From: Selva Nair <selva.nair@gmail.com>
Date: Sat, 20 Jan 2018 04:47:27 +0000 (-0500)
Subject: Add SSL_CTX_get_max_proto_version() not in openssl 1.0
X-Git-Tag: v2.5_beta1~524
X-Git-Url: http://git.ipfire.org/cgi-bin/gitweb.cgi?a=commitdiff_plain;h=9e272106029a41b2110c10334ba8cae0f4afb1b4;p=thirdparty%2Fopenvpn.git

Add SSL_CTX_get_max_proto_version() not in openssl 1.0

- No change in functionality.
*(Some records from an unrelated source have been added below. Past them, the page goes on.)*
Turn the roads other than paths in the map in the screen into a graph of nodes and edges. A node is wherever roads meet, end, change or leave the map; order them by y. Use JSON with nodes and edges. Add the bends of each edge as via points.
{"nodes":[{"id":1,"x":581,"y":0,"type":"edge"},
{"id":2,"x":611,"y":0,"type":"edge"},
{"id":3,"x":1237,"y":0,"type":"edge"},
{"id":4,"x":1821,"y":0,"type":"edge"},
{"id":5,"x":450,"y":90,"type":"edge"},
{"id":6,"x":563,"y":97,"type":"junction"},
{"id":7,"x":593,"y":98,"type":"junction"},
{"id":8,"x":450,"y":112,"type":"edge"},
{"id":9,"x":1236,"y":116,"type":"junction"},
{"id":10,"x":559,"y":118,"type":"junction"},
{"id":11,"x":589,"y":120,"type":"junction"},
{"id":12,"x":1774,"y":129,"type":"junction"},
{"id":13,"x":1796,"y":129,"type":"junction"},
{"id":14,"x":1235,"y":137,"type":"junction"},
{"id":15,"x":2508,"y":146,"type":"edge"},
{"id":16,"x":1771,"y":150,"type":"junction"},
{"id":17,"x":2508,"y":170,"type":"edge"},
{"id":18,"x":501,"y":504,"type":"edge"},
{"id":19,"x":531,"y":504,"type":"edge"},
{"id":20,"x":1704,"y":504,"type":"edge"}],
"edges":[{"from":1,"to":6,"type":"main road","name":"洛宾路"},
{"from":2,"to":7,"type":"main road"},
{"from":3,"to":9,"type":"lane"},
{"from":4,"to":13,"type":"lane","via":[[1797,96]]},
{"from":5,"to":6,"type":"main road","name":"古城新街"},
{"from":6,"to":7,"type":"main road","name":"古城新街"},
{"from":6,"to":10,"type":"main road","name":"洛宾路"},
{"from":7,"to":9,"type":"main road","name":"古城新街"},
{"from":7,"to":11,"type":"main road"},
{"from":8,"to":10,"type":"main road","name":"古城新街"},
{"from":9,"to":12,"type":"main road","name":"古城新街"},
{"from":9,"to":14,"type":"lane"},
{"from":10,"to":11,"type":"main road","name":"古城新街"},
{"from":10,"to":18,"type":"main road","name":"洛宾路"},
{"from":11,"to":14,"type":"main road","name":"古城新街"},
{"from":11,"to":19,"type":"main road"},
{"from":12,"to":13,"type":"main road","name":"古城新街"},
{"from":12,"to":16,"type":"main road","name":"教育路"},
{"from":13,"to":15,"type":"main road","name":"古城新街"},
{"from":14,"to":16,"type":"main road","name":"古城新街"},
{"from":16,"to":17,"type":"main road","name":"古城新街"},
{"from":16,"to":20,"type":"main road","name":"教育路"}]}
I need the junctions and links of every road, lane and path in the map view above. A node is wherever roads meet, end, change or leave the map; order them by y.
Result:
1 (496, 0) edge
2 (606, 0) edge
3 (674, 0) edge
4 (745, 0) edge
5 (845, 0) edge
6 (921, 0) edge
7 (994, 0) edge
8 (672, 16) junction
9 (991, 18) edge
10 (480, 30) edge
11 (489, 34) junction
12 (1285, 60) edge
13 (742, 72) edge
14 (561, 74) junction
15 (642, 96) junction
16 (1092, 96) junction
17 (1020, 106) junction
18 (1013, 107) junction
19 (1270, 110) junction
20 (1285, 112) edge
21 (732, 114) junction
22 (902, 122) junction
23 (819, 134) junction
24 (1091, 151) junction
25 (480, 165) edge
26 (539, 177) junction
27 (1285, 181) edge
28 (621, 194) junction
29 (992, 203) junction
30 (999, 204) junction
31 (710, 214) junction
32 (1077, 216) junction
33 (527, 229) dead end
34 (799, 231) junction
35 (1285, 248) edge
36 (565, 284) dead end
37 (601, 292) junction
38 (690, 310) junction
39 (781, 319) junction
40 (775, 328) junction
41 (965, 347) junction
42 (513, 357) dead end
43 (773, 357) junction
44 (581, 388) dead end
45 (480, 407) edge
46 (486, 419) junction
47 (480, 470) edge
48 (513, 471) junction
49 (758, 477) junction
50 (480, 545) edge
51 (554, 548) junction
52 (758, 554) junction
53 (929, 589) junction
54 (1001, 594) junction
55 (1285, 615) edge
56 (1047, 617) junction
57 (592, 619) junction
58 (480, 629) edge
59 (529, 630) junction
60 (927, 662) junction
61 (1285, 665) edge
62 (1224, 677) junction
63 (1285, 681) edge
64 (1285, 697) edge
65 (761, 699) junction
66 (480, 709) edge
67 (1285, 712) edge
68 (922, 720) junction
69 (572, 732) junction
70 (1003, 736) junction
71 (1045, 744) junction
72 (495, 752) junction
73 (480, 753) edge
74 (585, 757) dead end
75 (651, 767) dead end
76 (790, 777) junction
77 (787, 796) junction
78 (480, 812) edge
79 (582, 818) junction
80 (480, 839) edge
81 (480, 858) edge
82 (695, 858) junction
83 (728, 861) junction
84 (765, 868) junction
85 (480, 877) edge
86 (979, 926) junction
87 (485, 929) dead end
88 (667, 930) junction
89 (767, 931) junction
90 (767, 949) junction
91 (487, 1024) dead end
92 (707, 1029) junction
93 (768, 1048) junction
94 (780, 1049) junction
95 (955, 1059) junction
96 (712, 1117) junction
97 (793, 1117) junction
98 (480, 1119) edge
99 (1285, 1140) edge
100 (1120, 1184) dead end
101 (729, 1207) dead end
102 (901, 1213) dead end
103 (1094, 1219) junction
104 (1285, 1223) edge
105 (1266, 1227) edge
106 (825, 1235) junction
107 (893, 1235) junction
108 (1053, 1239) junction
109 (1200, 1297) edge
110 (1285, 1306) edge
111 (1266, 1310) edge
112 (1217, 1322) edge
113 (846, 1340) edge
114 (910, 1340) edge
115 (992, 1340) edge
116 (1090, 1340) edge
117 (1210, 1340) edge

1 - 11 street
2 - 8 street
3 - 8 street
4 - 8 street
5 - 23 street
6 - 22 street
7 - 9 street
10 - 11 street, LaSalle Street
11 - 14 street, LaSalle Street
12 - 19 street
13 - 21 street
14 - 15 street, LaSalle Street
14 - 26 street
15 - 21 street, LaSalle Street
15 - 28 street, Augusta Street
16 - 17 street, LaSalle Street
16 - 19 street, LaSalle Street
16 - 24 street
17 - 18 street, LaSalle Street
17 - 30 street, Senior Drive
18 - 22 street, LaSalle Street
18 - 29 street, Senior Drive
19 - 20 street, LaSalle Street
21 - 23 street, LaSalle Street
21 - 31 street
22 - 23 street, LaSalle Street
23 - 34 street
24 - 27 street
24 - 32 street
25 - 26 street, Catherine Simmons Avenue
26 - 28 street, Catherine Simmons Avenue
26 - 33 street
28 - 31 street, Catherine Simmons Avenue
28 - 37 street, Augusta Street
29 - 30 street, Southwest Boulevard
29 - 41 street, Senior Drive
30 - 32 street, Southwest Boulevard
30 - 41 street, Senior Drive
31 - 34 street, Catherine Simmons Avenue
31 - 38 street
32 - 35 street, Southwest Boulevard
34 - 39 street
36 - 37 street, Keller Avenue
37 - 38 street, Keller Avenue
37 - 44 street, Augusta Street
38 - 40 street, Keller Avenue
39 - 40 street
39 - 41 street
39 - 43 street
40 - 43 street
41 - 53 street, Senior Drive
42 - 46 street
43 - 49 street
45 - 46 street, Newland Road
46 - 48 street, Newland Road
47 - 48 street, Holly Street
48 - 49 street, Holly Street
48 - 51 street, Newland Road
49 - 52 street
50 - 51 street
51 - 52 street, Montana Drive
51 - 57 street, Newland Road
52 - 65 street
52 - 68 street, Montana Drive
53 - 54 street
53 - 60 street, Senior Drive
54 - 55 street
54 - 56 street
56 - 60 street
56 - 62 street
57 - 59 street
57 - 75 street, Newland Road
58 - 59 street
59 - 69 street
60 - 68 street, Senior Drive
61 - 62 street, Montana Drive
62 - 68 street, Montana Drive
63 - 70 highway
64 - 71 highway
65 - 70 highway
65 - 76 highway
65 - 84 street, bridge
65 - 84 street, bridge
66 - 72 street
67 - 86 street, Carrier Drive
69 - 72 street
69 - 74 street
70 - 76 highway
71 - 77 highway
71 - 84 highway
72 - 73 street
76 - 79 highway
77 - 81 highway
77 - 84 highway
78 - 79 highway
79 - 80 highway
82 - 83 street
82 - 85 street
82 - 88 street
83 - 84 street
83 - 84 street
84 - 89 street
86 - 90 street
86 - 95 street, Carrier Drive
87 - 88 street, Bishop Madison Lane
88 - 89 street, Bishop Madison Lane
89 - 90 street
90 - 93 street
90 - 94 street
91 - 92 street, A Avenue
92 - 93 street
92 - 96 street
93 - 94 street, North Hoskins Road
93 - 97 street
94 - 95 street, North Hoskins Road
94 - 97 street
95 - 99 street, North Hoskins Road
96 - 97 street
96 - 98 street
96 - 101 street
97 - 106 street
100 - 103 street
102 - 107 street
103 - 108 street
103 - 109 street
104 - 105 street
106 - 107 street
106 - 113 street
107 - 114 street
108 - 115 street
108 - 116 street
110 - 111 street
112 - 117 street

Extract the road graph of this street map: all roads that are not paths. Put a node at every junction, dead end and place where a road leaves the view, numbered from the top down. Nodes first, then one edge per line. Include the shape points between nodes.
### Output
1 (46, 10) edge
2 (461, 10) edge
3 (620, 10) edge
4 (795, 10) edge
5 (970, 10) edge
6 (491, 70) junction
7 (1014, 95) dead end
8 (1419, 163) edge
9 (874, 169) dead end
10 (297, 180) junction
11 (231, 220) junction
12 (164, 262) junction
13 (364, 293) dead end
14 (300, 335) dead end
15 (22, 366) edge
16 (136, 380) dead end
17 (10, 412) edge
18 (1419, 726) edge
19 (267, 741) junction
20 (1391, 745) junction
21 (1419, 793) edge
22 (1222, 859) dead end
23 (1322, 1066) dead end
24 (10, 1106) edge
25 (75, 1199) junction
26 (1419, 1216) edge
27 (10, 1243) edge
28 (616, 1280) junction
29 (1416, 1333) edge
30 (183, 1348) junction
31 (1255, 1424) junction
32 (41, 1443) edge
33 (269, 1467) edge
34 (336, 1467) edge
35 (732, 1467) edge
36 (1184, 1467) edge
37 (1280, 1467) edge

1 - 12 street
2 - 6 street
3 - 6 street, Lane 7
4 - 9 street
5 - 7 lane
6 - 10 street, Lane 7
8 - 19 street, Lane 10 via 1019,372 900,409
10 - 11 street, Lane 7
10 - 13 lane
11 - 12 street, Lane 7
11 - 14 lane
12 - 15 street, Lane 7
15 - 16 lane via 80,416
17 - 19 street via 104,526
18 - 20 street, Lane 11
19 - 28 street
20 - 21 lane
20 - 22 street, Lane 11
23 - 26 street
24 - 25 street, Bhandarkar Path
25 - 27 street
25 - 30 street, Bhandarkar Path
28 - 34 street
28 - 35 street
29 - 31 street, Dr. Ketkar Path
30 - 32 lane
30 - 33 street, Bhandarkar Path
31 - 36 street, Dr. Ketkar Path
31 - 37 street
This is used in a subsequent
  patch for extending TLS1.2 support with cryptoapicert

Signed-off-by: Selva Nair <selva.nair@gmail.com>
Acked-by: Steffan Karger <steffan.karger@fox-it.com>
Message-Id: <1516423647-21932-1-git-send-email-selva.nair@gmail.com>
URL: https://www.mail-archive.com/openvpn-devel@lists.sourceforge.net/msg16287.html
Signed-off-by: Gert Doering <gert@greenie.muc.de>
---

diff --git a/src/openvpn/openssl_compat.h b/src/openvpn/openssl_compat.h
index 9f1e92a18..c94341a54 100644
--- a/src/openvpn/openssl_compat.h
+++ b/src/openvpn/openssl_compat.h
@@ -670,6 +670,29 @@ SSL_CTX_get_min_proto_version(SSL_CTX *ctx)
 }
 #endif /* SSL_CTX_get_min_proto_version */
 
+#ifndef SSL_CTX_get_max_proto_version
+/** Return the max SSL protocol version currently enabled in the context.
+ *  If no valid version >= TLS1.0 is found, return 0. */
+static inline int
+SSL_CTX_get_max_proto_version(SSL_CTX *ctx)
+{
+    long sslopt = SSL_CTX_get_options(ctx);
+    if (!(sslopt & SSL_OP_NO_TLSv1_2))
+    {
+	return TLS1_2_VERSION;
+    }
+    if (!(sslopt & SSL_OP_NO_TLSv1_1))
+    {
+	return TLS1_1_VERSION;
+    }
+    if (!(sslopt & SSL_OP_NO_TLSv1))
+    {
+	return TLS1_VERSION;
+    }
+    return 0;
+}
+#endif /* SSL_CTX_get_max_proto_version */
+
 #ifndef SSL_CTX_set_min_proto_version
 /** Mimics SSL_CTX_set_min_proto_version for OpenSSL < 1.1 */
 static inline int